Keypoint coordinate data
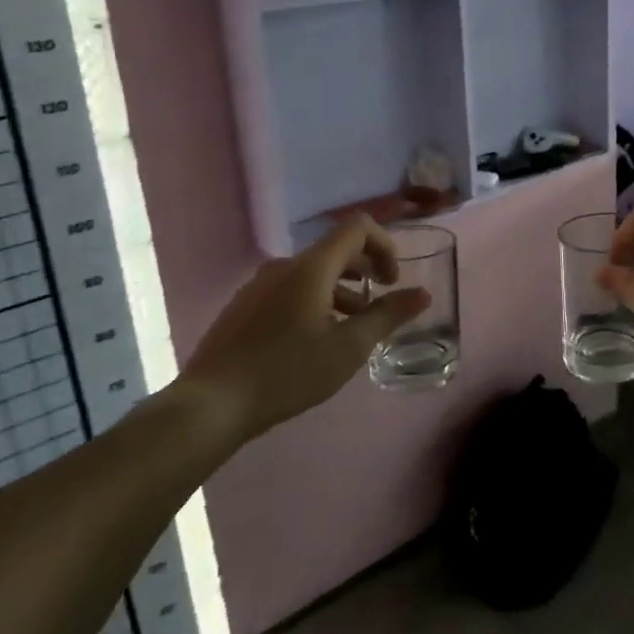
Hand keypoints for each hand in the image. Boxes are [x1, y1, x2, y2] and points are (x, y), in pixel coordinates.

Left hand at [177, 216, 429, 446]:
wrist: (211, 405)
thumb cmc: (287, 372)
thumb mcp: (348, 348)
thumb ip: (388, 316)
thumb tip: (423, 293)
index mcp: (311, 267)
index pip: (357, 228)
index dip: (384, 245)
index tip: (392, 281)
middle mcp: (284, 266)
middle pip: (335, 250)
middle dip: (365, 270)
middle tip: (379, 303)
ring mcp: (258, 285)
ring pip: (312, 273)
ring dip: (340, 290)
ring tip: (350, 327)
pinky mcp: (243, 307)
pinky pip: (289, 289)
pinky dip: (314, 301)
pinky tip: (313, 341)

TASK OBJECTIVE. Copy out each line from the preceding entries that mentions the word "middle".

PROBLEM SOLUTION.
middle mcp: (284, 266)
middle pip: (335, 250)
middle dip: (365, 270)
middle tip: (379, 303)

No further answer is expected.